## ABOUT THIS TASK
How many lines in these records hold the string "that"? Reply with the number alone.

Collected data
Content starts

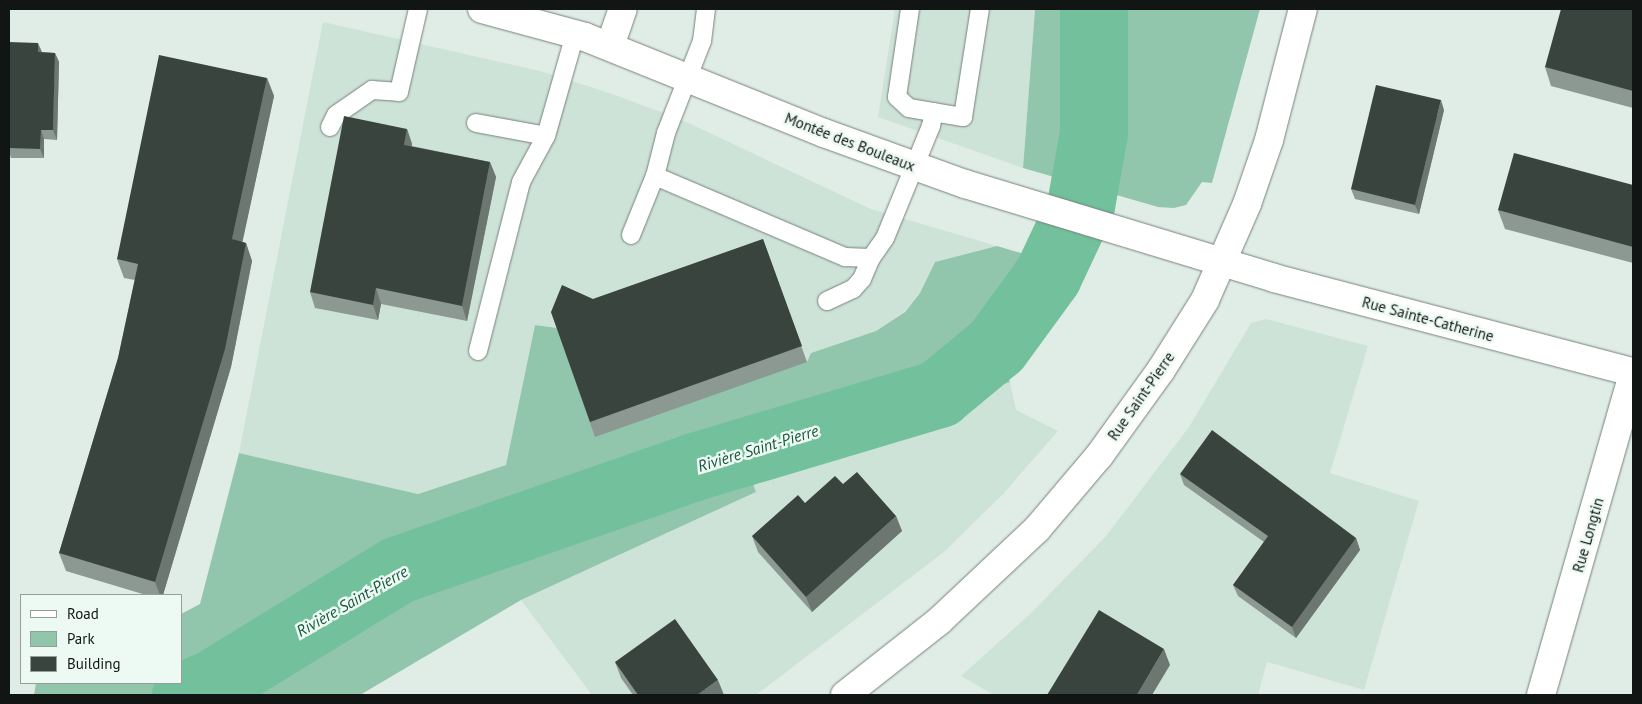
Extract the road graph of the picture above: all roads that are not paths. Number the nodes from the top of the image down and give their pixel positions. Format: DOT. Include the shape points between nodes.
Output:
graph roads {
  1 [pos="418,9"];
  2 [pos="482,9"];
  3 [pos="623,9"];
  4 [pos="706,9"];
  5 [pos="910,9"];
  6 [pos="980,9"];
  7 [pos="1303,9"];
  8 [pos="575,34"];
  9 [pos="610,46"];
  10 [pos="688,77"];
  11 [pos="934,112"];
  12 [pos="476,123"];
  13 [pos="330,127"];
  14 [pos="546,136"];
  15 [pos="914,167"];
  16 [pos="655,176"];
  17 [pos="631,235"];
  18 [pos="871,258"];
  19 [pos="1224,262"];
  20 [pos="827,301"];
  21 [pos="478,351"];
  22 [pos="1633,374"];
  23 [pos="845,695"];
  24 [pos="1541,695"];
  1 -- 13 [label="lane" via="399,92 372,90 336,115"];
  2 -- 8 [label="street, Montée des Bouleaux"];
  3 -- 9 [label="street"];
  4 -- 10 [label="lane" via="702,41"];
  5 -- 11 [label="lane" via="897,97 909,108"];
  6 -- 11 [label="lane" via="963,117"];
  7 -- 19 [label="street, Rue Saint-Pierre" via="1270,140"];
  8 -- 9 [label="street, Montée des Bouleaux"];
  8 -- 14 [label="lane"];
  9 -- 10 [label="street, Montée des Bouleaux"];
  10 -- 15 [label="street, Montée des Bouleaux"];
  10 -- 16 [label="lane" via="666,133"];
  11 -- 15 [label="lane"];
  12 -- 14 [label="lane"];
  14 -- 21 [label="lane" via="521,182"];
  15 -- 18 [label="lane" via="885,238"];
  15 -- 19 [label="street, Montée des Bouleaux"];
  16 -- 17 [label="lane"];
  16 -- 18 [label="lane" via="844,257"];
  18 -- 20 [label="lane" via="862,279 853,289"];
  19 -- 22 [label="street, Rue Sainte-Catherine" via="1329,294"];
  19 -- 23 [label="street, Rue Saint-Pierre" via="1161,370 1066,497 964,599"];
  22 -- 24 [label="street, Rue Longtin"];
}
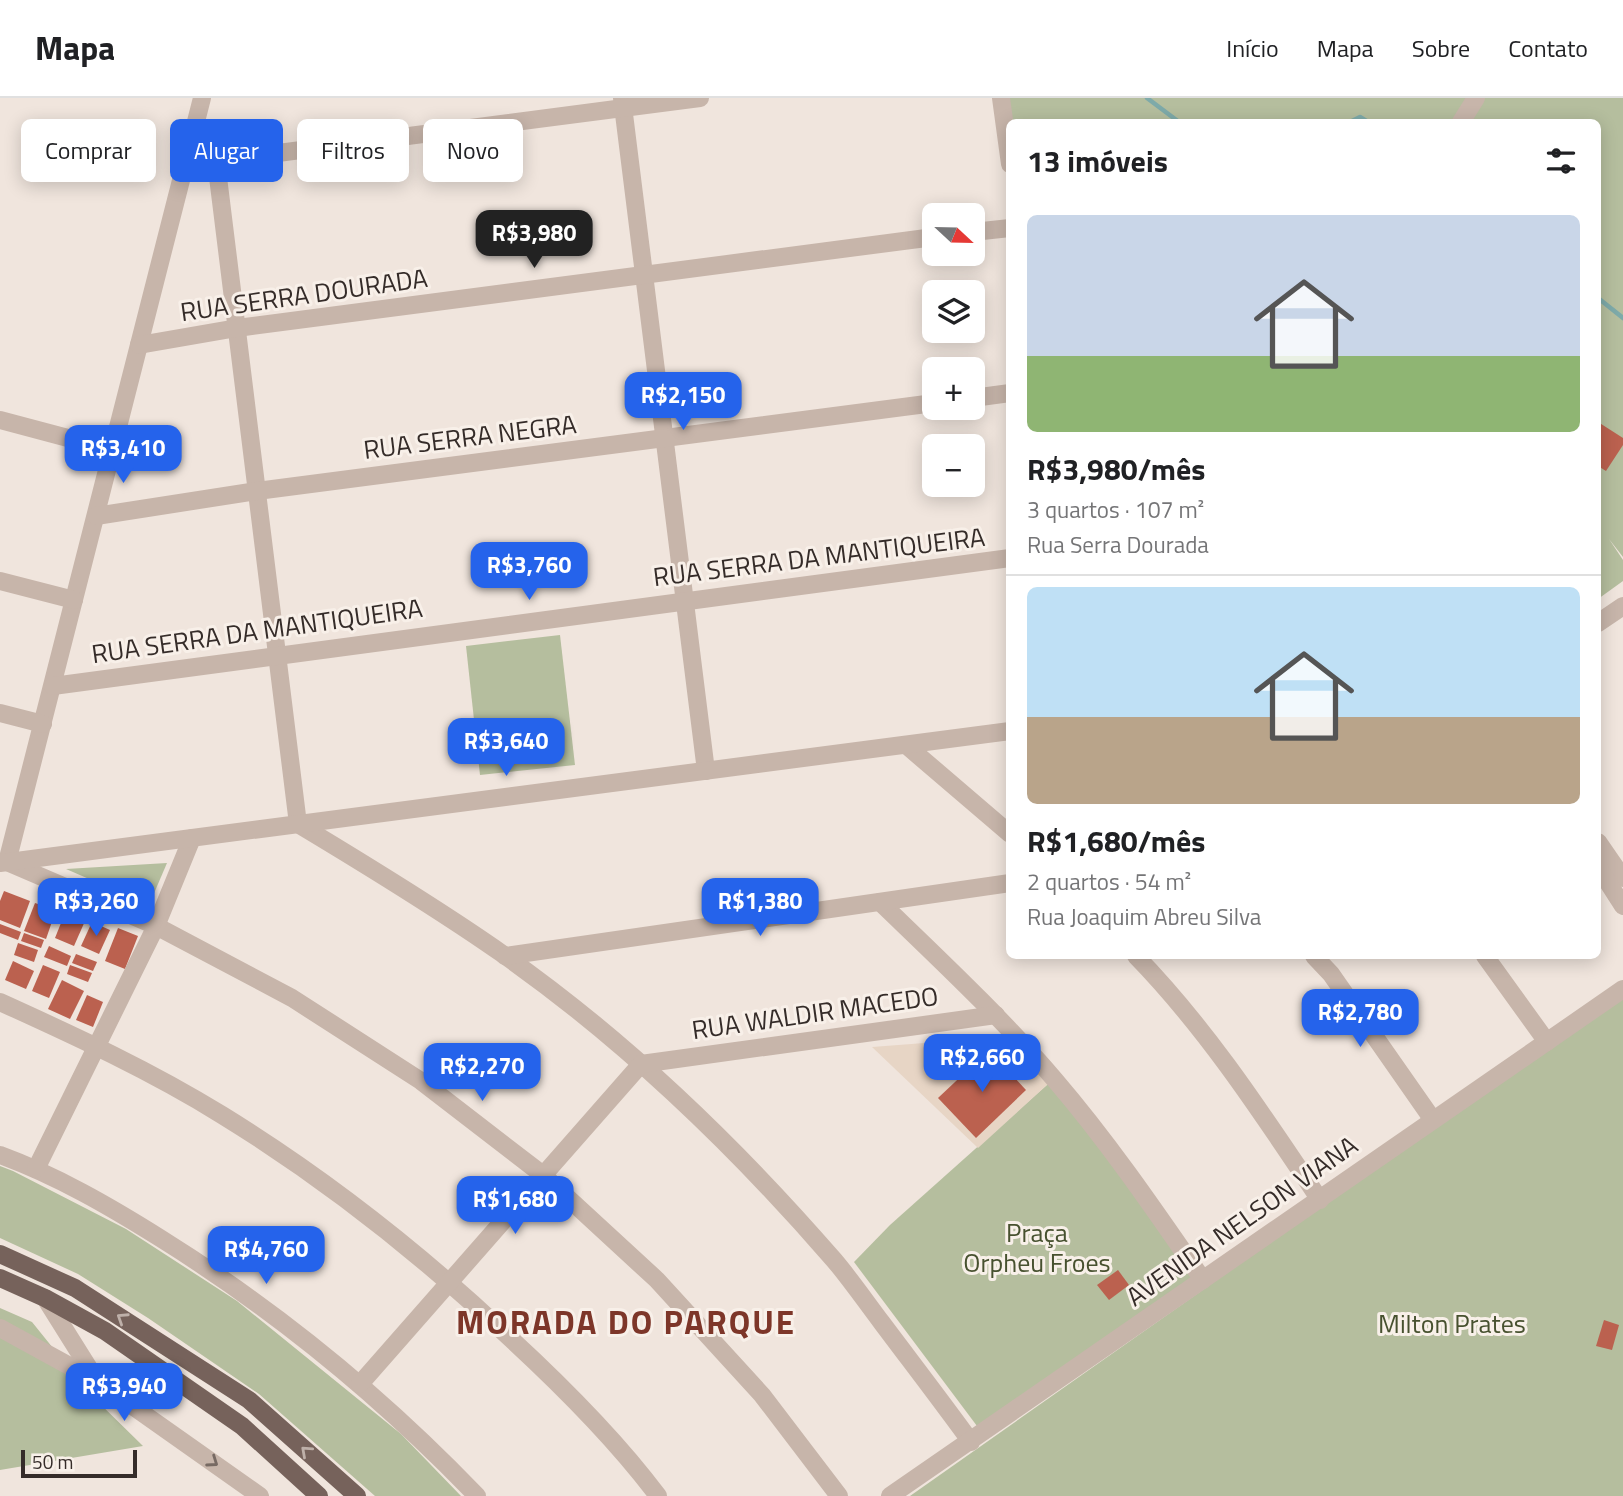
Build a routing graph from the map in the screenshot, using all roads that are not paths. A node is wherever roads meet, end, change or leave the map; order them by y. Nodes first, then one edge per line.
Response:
1 (202, 98) edge
2 (700, 98) edge
3 (1001, 98) edge
4 (1476, 98) edge
5 (622, 103) edge
6 (197, 119) edge
7 (1463, 119) edge
8 (1006, 135) edge
9 (283, 151) edge
10 (181, 182) edge
11 (219, 182) edge
12 (1006, 228) edge
13 (985, 231) edge
14 (922, 239) edge
15 (644, 275) junction
16 (237, 328) junction
17 (139, 345) junction
18 (1006, 394) edge
19 (985, 396) edge
20 (922, 405) edge
21 (0, 420) edge
22 (664, 438) junction
23 (113, 450) junction
24 (257, 491) junction
25 (96, 516) junction
26 (1006, 559) edge
27 (0, 581) edge
28 (74, 600) junction
29 (685, 601) junction
30 (1623, 606) edge
31 (1601, 621) edge
32 (278, 654) junction
33 (53, 686) junction
34 (0, 713) edge
35 (43, 723) junction
36 (1006, 732) edge
37 (906, 745) junction
38 (706, 771) junction
39 (298, 824) junction
40 (1006, 831) edge
41 (192, 838) junction
42 (1601, 846) edge
43 (4, 863) edge
44 (1601, 872) edge
45 (1623, 878) edge
46 (1006, 884) edge
47 (880, 902) junction
48 (1623, 906) edge
49 (156, 926) junction
50 (505, 956) junction
51 (1139, 959) edge
52 (1317, 959) edge
53 (1487, 959) edge
54 (1623, 989) edge
55 (0, 1002) edge
56 (996, 1014) junction
57 (1546, 1042) junction
58 (97, 1046) junction
59 (640, 1064) junction
60 (1433, 1120) junction
61 (0, 1155) edge
62 (36, 1168) junction
63 (543, 1175) junction
64 (1320, 1199) junction
65 (0, 1254) edge
66 (0, 1278) edge
67 (1203, 1280) junction
68 (450, 1281) junction
69 (44, 1298) junction
70 (0, 1328) edge
71 (97, 1381) junction
72 (360, 1384) junction
73 (971, 1441) junction
74 (260, 1496) edge
75 (319, 1496) edge
76 (357, 1496) edge
77 (477, 1496) edge
78 (658, 1496) edge
79 (839, 1496) edge
80 (890, 1496) edge

1 - 6 street
2 - 5 street
3 - 8 street
4 - 7 street
5 - 9 street
5 - 15 street
10 - 17 street
11 - 16 street
12 - 13 street
14 - 15 street, RUA SERRA DOURADA
15 - 16 street, RUA SERRA DOURADA
15 - 22 street
16 - 17 street, RUA SERRA DOURADA
16 - 24 street
17 - 23 street
18 - 19 street
20 - 22 street, RUA SERRA NEGRA
21 - 23 street
22 - 24 street, RUA SERRA NEGRA
22 - 29 street
23 - 25 street
24 - 25 street, RUA SERRA NEGRA
24 - 32 street
25 - 28 street
26 - 29 street, RUA SERRA DA MANTIQUEIRA
27 - 28 street
28 - 33 street
29 - 32 street, RUA SERRA DA MANTIQUEIRA
29 - 38 street
30 - 31 street
32 - 33 street, RUA SERRA DA MANTIQUEIRA
32 - 39 street
33 - 35 street
34 - 35 street
35 - 43 street
36 - 37 street
37 - 38 street
37 - 40 street
38 - 39 street
39 - 41 street
39 - 50 street
41 - 43 street
41 - 49 street
42 - 45 street
43 - 49 street
44 - 48 street
46 - 47 street
47 - 50 street
47 - 56 street
49 - 58 street
49 - 63 street
50 - 59 street
51 - 64 street
52 - 60 street
53 - 57 street
54 - 57 street, AVENIDA NELSON VIANA
55 - 58 street
56 - 59 street, RUA WALDIR MACEDO
56 - 67 street
57 - 60 street, AVENIDA NELSON VIANA
58 - 62 street
58 - 68 street
59 - 63 street
59 - 73 street
60 - 64 street, AVENIDA NELSON VIANA
61 - 62 street
62 - 72 street
63 - 68 street
63 - 79 street
64 - 67 street, AVENIDA NELSON VIANA
76 -> 65 main road
66 - 69 main road
67 - 73 street, AVENIDA NELSON VIANA
68 - 72 street
68 - 78 street
69 - 71 street
69 - 75 main road
70 - 71 street
71 -> 74 street
72 - 77 street
73 - 80 street, AVENIDA NELSON VIANA

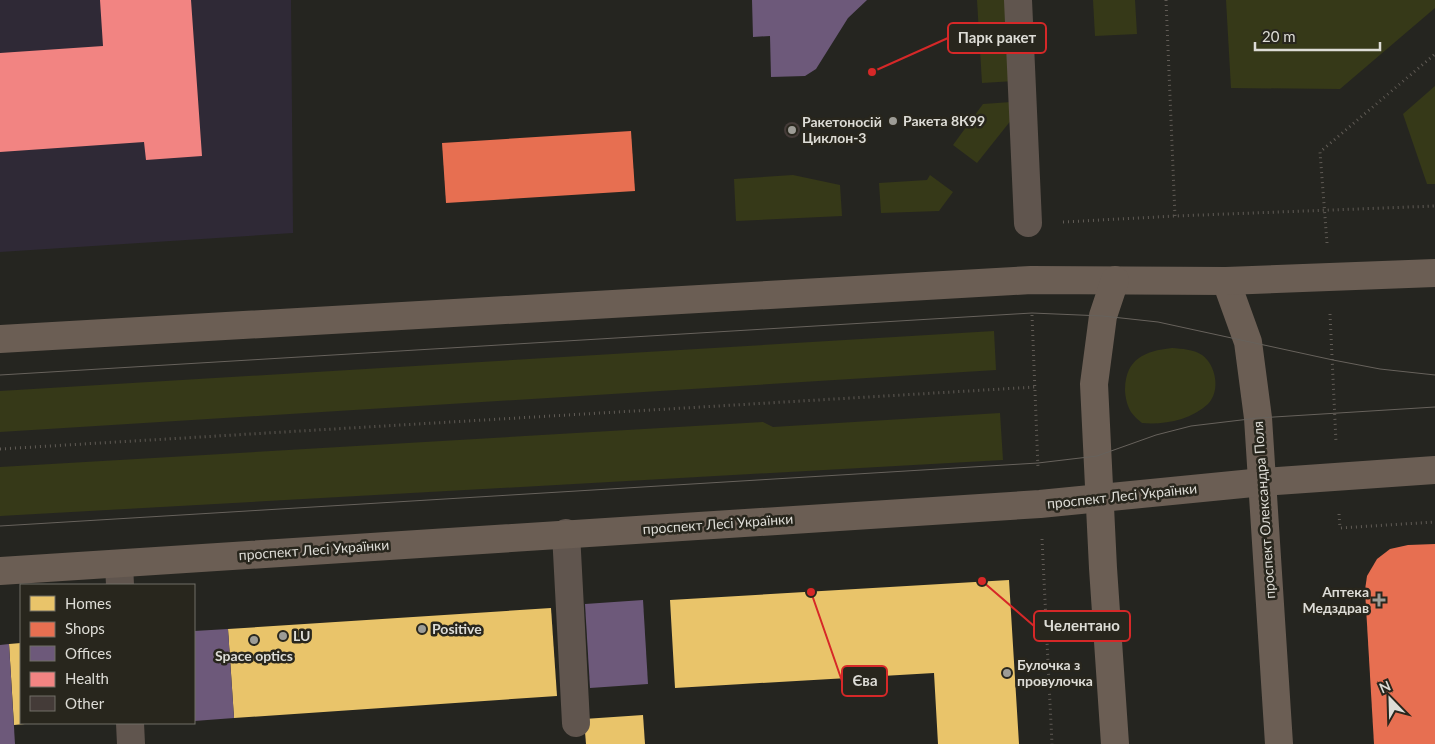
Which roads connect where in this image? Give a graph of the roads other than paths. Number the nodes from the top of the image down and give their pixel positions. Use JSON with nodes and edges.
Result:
{"nodes":[{"id":1,"x":1018,"y":0,"type":"edge"},
{"id":2,"x":1028,"y":224,"type":"road end"},
{"id":3,"x":1435,"y":272,"type":"edge"},
{"id":4,"x":1115,"y":280,"type":"junction"},
{"id":5,"x":1226,"y":281,"type":"junction"},
{"id":6,"x":0,"y":339,"type":"edge"},
{"id":7,"x":1435,"y":470,"type":"edge"},
{"id":8,"x":1263,"y":482,"type":"junction"},
{"id":9,"x":1100,"y":498,"type":"junction"},
{"id":10,"x":566,"y":533,"type":"junction"},
{"id":11,"x":0,"y":571,"type":"edge"},
{"id":12,"x":119,"y":574,"type":"edge"},
{"id":13,"x":576,"y":723,"type":"dead end"},
{"id":14,"x":130,"y":724,"type":"edge"},
{"id":15,"x":131,"y":744,"type":"edge"},
{"id":16,"x":1115,"y":744,"type":"edge"},
{"id":17,"x":1280,"y":744,"type":"edge"}],
"edges":[{"from":1,"to":2,"type":"street"},
{"from":3,"to":5,"type":"main road"},
{"from":4,"to":5,"type":"main road"},
{"from":4,"to":6,"type":"main road"},
{"from":4,"to":9,"type":"main road"},
{"from":5,"to":8,"type":"main road","name":"проспект Олександра Поля"},
{"from":7,"to":8,"type":"main road","name":"проспект Лесі Українки"},
{"from":8,"to":9,"type":"main road","name":"проспект Лесі Українки"},
{"from":8,"to":17,"type":"main road","name":"проспект Олександра Поля"},
{"from":9,"to":10,"type":"main road","name":"проспект Лесі Українки"},
{"from":9,"to":16,"type":"main road"},
{"from":10,"to":12,"type":"main road","name":"проспект Лесі Українки"},
{"from":10,"to":13,"type":"street"},
{"from":11,"to":12,"type":"main road","name":"проспект Лесі Українки"},
{"from":14,"to":15,"type":"street"}]}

Content ends

## FINISHED TASK
2